Soon, the crowd gasps when a stretcher – its four ends held by Kerala Police constables – is brought and placed on the table in front of Chandy. On it lies S. Pushparaj, 38, in a striped black and white shirt and white dhoti. Like Lalkumar, he has been paralysed following a fall from a coconut tree. His three sons, Sujith, 11, Ajit, 10, and Prajith, 8, stand next to their father.
“We have no income,” says Pushparaj's wife Geeta. “We depend on relatives and neighbours to survive.” This time, Chandy is clearly moved. He writes Rs 1 lakh on the sheet, and a transfer of the ration card from Above to Below Poverty Line.
And so it goes, victim after victim, coming in front of a chief minister, who clearly has his heart in the right place, and immediate relief is granted to those whose lives have been blighted by misfortune, bad luck, and senseless tragedy.
Even the hardened police are moved. “I am shocked to see so many people face financial problems, and thus have an inability to avail of medical facilities,” says a woman sub-inspector, who does not wish to be identified. “There are so many poor people in Kerala. I feel sad at their plight, but this is a wonderful programme.”

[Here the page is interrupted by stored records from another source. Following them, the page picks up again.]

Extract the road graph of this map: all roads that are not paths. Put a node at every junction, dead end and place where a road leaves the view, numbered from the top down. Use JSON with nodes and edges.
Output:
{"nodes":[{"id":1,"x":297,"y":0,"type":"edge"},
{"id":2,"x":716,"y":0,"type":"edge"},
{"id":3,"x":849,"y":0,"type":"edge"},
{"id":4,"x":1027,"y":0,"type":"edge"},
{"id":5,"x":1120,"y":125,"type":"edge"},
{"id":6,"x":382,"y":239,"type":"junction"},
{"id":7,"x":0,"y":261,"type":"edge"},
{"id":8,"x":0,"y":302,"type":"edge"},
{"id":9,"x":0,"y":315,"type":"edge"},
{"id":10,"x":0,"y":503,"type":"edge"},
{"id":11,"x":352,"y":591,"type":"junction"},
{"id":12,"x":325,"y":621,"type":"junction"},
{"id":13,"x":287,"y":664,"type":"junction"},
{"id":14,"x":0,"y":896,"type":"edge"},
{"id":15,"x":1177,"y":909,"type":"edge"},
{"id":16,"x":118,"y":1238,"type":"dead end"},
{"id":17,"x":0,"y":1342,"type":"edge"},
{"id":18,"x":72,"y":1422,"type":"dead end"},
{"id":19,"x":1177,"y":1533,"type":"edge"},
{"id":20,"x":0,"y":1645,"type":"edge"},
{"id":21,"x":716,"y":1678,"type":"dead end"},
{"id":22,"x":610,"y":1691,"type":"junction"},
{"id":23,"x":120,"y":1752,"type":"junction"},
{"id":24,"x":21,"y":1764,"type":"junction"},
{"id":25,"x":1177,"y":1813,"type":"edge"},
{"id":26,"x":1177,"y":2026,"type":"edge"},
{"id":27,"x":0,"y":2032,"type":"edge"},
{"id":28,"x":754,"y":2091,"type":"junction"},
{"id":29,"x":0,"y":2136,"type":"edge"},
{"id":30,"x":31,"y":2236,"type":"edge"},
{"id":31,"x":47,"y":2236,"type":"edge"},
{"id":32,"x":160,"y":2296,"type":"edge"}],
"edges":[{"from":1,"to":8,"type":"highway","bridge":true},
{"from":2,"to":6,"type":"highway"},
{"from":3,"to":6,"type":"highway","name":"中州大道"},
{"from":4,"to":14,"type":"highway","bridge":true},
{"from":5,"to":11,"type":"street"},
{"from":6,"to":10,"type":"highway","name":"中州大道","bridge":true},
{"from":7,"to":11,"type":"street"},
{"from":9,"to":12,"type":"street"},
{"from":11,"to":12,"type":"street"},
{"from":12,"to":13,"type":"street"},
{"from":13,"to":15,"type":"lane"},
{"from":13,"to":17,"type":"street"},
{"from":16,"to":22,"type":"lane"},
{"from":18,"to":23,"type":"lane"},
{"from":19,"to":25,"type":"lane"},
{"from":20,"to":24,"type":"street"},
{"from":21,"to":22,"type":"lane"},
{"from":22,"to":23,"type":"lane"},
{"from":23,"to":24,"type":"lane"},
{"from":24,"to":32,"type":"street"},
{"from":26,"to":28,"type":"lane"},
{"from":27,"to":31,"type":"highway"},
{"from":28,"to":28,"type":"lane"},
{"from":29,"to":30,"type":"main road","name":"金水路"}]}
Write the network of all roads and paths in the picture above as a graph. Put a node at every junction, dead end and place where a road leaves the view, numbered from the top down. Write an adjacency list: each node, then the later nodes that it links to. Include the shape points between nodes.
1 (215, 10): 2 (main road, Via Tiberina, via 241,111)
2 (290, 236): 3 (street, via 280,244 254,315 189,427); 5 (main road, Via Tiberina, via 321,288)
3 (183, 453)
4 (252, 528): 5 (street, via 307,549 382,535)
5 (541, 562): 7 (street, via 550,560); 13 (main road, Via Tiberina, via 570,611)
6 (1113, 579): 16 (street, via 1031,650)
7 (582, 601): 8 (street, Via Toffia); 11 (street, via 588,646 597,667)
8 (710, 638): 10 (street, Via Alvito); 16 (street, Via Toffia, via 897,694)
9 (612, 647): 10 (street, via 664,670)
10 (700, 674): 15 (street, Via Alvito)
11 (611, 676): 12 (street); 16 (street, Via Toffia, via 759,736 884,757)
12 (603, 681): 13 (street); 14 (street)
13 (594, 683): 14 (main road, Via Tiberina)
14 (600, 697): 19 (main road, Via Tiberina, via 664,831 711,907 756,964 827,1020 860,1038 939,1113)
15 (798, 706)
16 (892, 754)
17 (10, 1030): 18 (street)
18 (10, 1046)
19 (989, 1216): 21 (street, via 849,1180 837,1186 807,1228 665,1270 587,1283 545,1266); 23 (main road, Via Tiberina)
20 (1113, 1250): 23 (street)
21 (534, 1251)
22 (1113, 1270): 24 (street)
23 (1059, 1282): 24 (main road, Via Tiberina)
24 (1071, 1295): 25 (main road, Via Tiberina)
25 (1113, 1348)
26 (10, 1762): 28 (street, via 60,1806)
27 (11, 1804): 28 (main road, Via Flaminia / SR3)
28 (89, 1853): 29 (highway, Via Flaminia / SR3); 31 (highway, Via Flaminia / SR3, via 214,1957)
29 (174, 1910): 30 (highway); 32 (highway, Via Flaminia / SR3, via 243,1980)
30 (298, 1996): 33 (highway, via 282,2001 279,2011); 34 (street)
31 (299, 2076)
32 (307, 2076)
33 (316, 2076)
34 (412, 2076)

So how does the system work? This particular programme is only for the people of Thiruvanthapuram district. “By early July, 14,957 petitions were received online,” says S. Gopakumar, Group Head (Technology), of the Centre for Development of Imaging Technology, which is handling the software.
“Following recommendations from the taluk and district level, the most meritorious cases have been whittled down to about 500. Since Collectors can only clear a maximum of Rs 10,000, for financial assistance from the CM's Distress Relief Fund, and since these people need more help, they were recommended to meet the Chief Minister to get funds, ranging from Rs 50,000 to Rs 1 lakh. In total, Rs 1.53 crore has been disbursed today.”
A day later, at 8 a.m., on Saturday, at Cliff House, the Chief Minister's official residence, a beaming Oommen Chandy says, “Yesterday's programme was a grand success. In a mass contact programme, people think that those who get the benefits and the cash payments are the biggest beneficiaries. But that is not true. I am the biggest beneficiary. I became aware of so many problems of the people which I did not know about earlier. This has been the biggest experience of my career. Earlier, I did this exercise in all the 14 districts of Kerala. The knowledge I got about life has been the equivalent of reading 100 books.”
And Chandy is even more happy that the programme was a revelation to his fellow ministers. “Many of them told me that they did not know that so many people faced so many problems,” he says. “It is clear that this programme has to continue.”